Thursday, January 5, 2012

Business and Individuals Need to Step Up to the Challenge of 2012

2012 will see major changes to the planning process which will require individuals and organisations representing the land based sector and wider rural business to step up to the mark and ensure that their voice is clearly heard.

That’s the message this week from the chairman of the Dorset branch of the CLA, James Selby Bennett, who says that Dorset will start the year with a new LEP which has a substantial rural enterprise element in it and which he hopes will provide a much-needed mechanism for cross fertilisation of ideas and of concerns between the public sector and the private sector.

“We are fortunate to already have had a good response from within the CLA to supporting the LEP and putting forward the arguments which have ensured that our LEP has a vibrant and recognised rural element.

“But we will need to be prepared to get engaged at every level with our local authorities and with the government agencies that are so important to our affairs. Our association will lead the way and will be available to help and advise us - but at the end of the day a lot is going to depend upon us individual landowners and rural businessmen being prepared to engage in dialogue, in order to protect and enhance our rural enterprises.”

Mr Selby Bennett said that the inescapable event of 2012, The Olympic Games, should provide a genuine legacy for Dorset - particularly in terms of broadband and mobile phone coverage.

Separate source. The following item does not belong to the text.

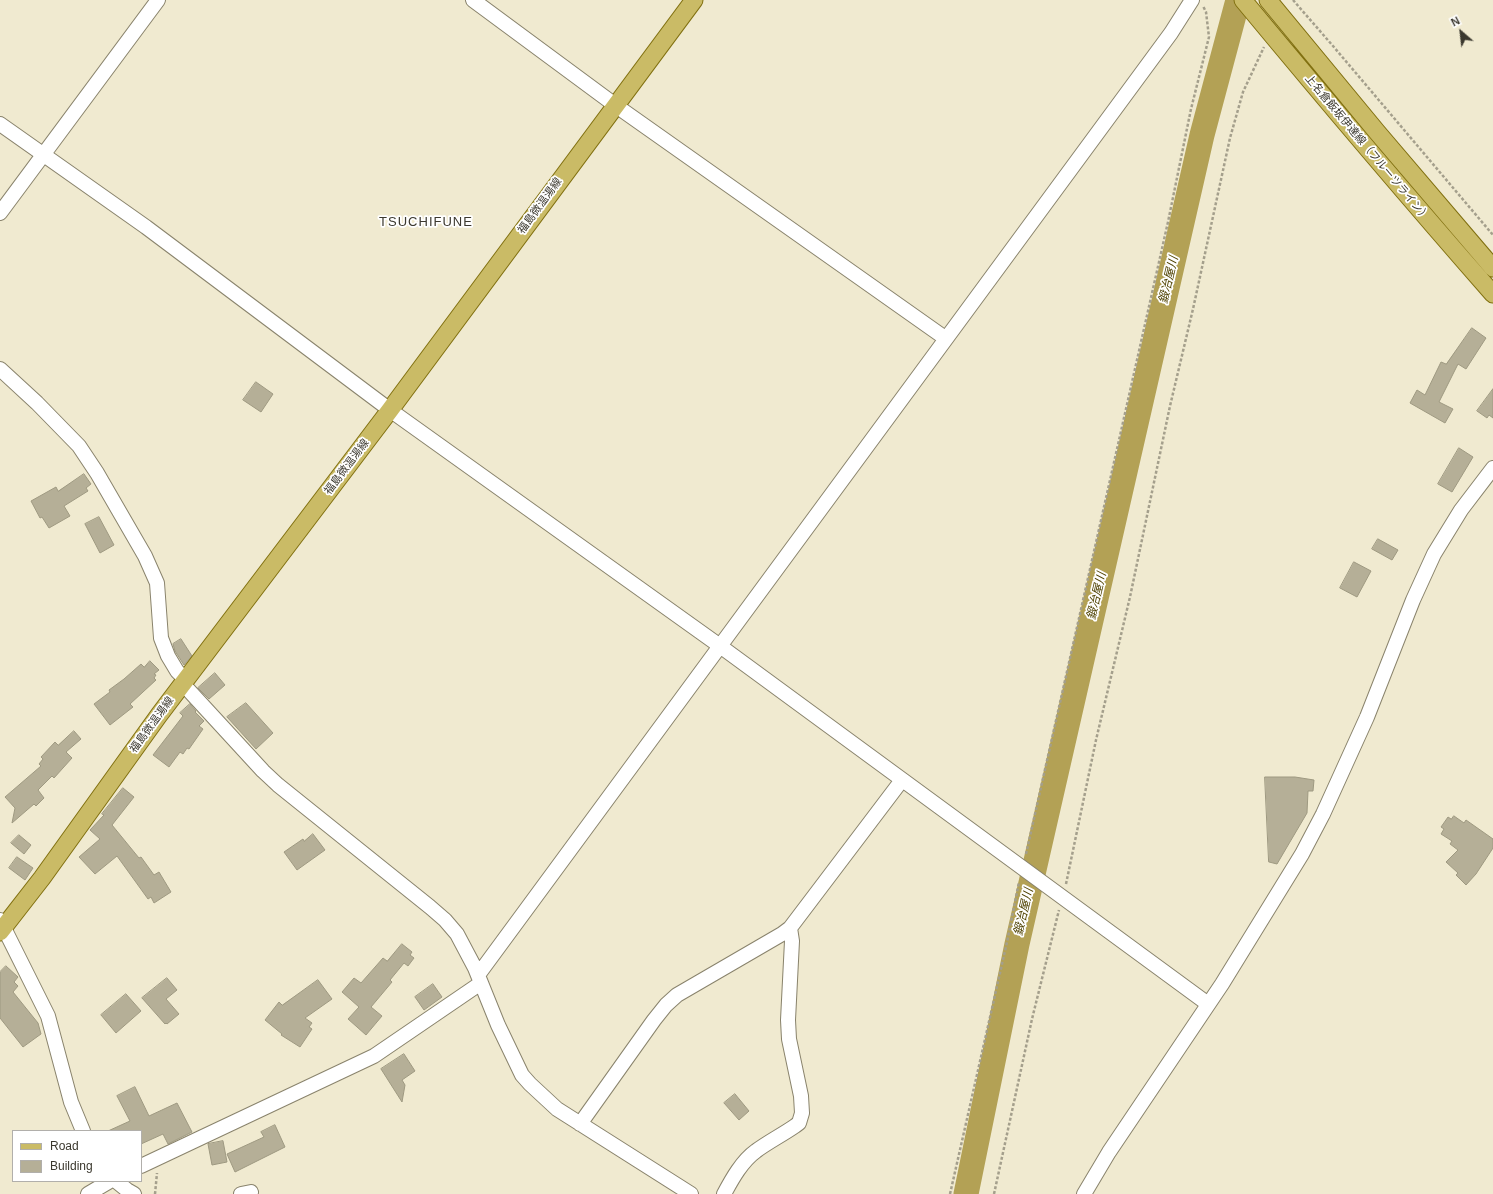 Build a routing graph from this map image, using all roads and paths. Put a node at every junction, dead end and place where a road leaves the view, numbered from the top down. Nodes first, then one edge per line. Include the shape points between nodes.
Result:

Even though the event will be confined to the south coast, Mr Selby Bennett said the whole of Dorset was likely to be affected by the Olympic Game. There would, he said, inevitably, be:” a fair bit of disruption with road and rail systems already beginning to creak” but he was equally confident this would be offset by increased demand for goods and services throughout the county.

“I hope that the Olympics will give our local economy a much needed boost and I believe, not least due to hard work and lobbying by the CLA, there will be some substantial Olympic legacy,” he said.